▸ Source information:
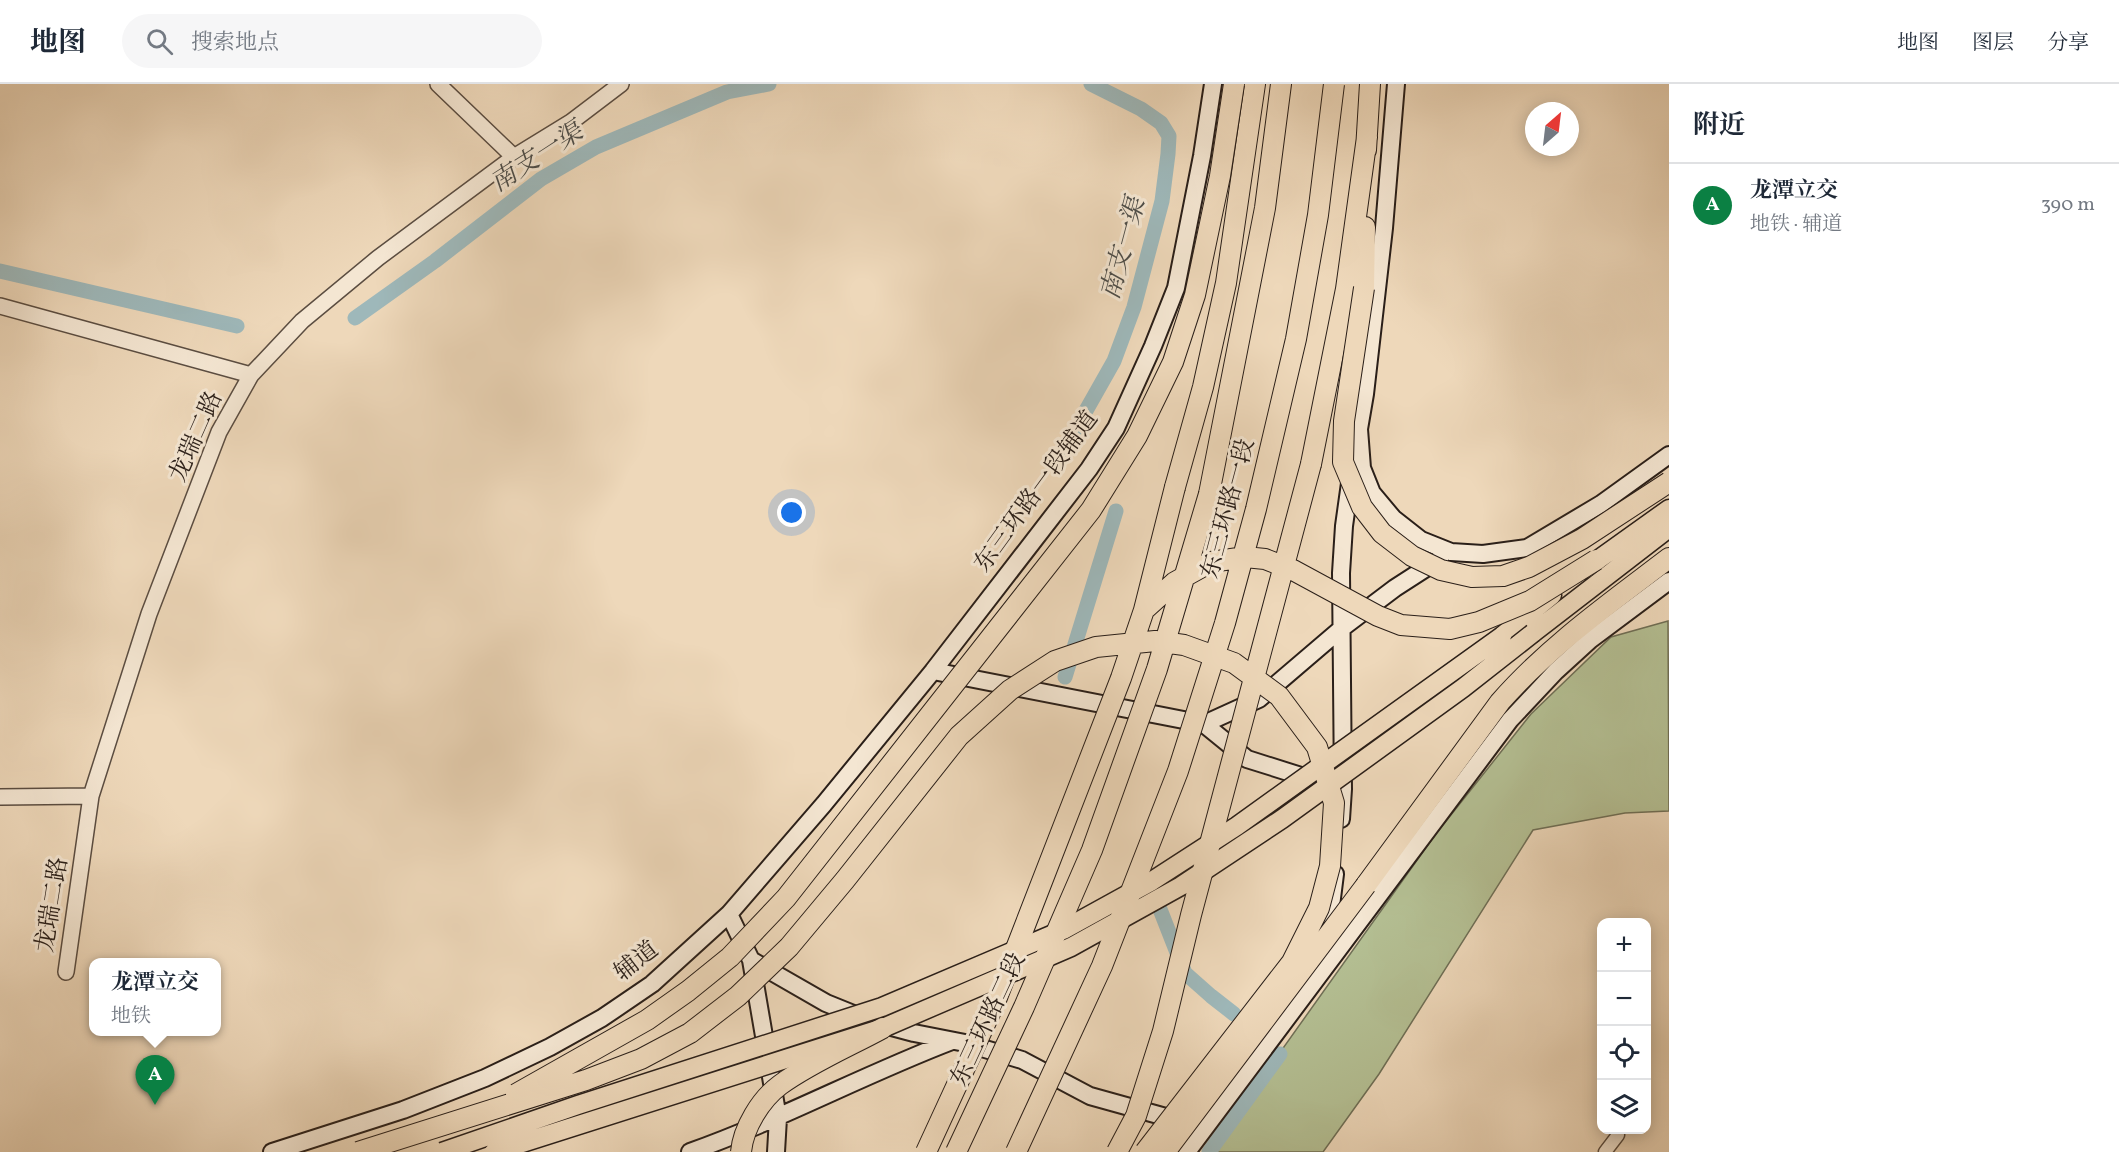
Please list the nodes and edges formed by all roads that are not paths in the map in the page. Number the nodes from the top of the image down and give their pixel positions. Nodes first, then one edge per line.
1 (438, 84) edge
2 (621, 84) edge
3 (1213, 84) edge
4 (1234, 84) edge
5 (1255, 84) edge
6 (1281, 84) edge
7 (1335, 84) edge
8 (1370, 84) edge
9 (1396, 84) edge
10 (1366, 137) junction
11 (514, 157) junction
12 (0, 306) edge
13 (251, 375) junction
14 (1359, 429) junction
15 (1669, 455) edge
16 (1669, 482) edge
17 (1669, 509) edge
18 (1669, 528) edge
19 (1451, 552) junction
20 (1669, 558) edge
21 (1596, 560) junction
22 (1669, 581) edge
23 (1144, 610) junction
24 (1342, 628) junction
25 (933, 671) junction
26 (1204, 724) junction
27 (1343, 789) junction
28 (91, 796) junction
29 (0, 797) edge
30 (1066, 909) joint
31 (729, 914) junction
32 (751, 960) junction
33 (1322, 971) junction
34 (66, 972) dead end
35 (883, 1028) junction
36 (952, 1041) junction
37 (483, 1112) junction
38 (778, 1118) junction
39 (1204, 1128) junction
40 (1618, 1135) dead end
41 (272, 1152) edge
42 (358, 1152) edge
43 (442, 1152) edge
44 (494, 1152) edge
45 (690, 1152) edge
46 (741, 1152) edge
47 (776, 1152) edge
48 (926, 1152) edge
49 (956, 1152) edge
50 (1016, 1152) edge
51 (1117, 1152) edge
52 (1145, 1152) edge
53 (1165, 1152) edge
54 (1187, 1152) edge
55 (1605, 1152) edge

1 - 11 street
2 - 11 street, 龙瑞二路
3 - 25 main road, 东三环路一段辅道
4 - 37 highway, bridge
5 - 23 highway, bridge
6 - 30 highway, 东三环路一段, bridge
7 - 50 highway, 东三环路一段, bridge
8 - 10 highway
9 - 14 main road
10 - 16 highway, bridge
10 - 51 highway, bridge
11 - 13 street, 龙瑞二路
12 - 13 street
13 - 28 street, 龙瑞二路
14 - 19 main road
14 - 24 main road
15 - 19 main road
17 - 21 main road
18 - 35 main road, bridge
19 - 24 main road
20 - 53 highway, bridge
21 - 23 highway, bridge
21 - 43 main road, bridge
22 - 33 main road
23 - 48 highway, bridge
24 - 26 main road
24 - 27 main road
25 - 26 main road
25 - 31 main road, 辅道
26 - 27 main road
27 - 33 main road
28 - 29 street
28 - 34 street, 龙瑞二路
30 - 49 highway, 东三环路二段, bridge
31 - 32 main road
31 - 41 main road, 辅道
32 - 36 main road
32 - 38 main road
33 - 39 main road
35 - 44 main road, bridge
35 - 46 highway, bridge
36 - 38 main road
36 - 39 main road
37 - 42 highway, bridge
37 - 52 highway, bridge
38 - 45 main road
38 - 47 main road
39 - 54 main road
40 - 55 street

▸ Assigned task: Show the lines where the word "dead" appears in the entries.

▸ Exercise solution:
34 (66, 972) dead end
40 (1618, 1135) dead end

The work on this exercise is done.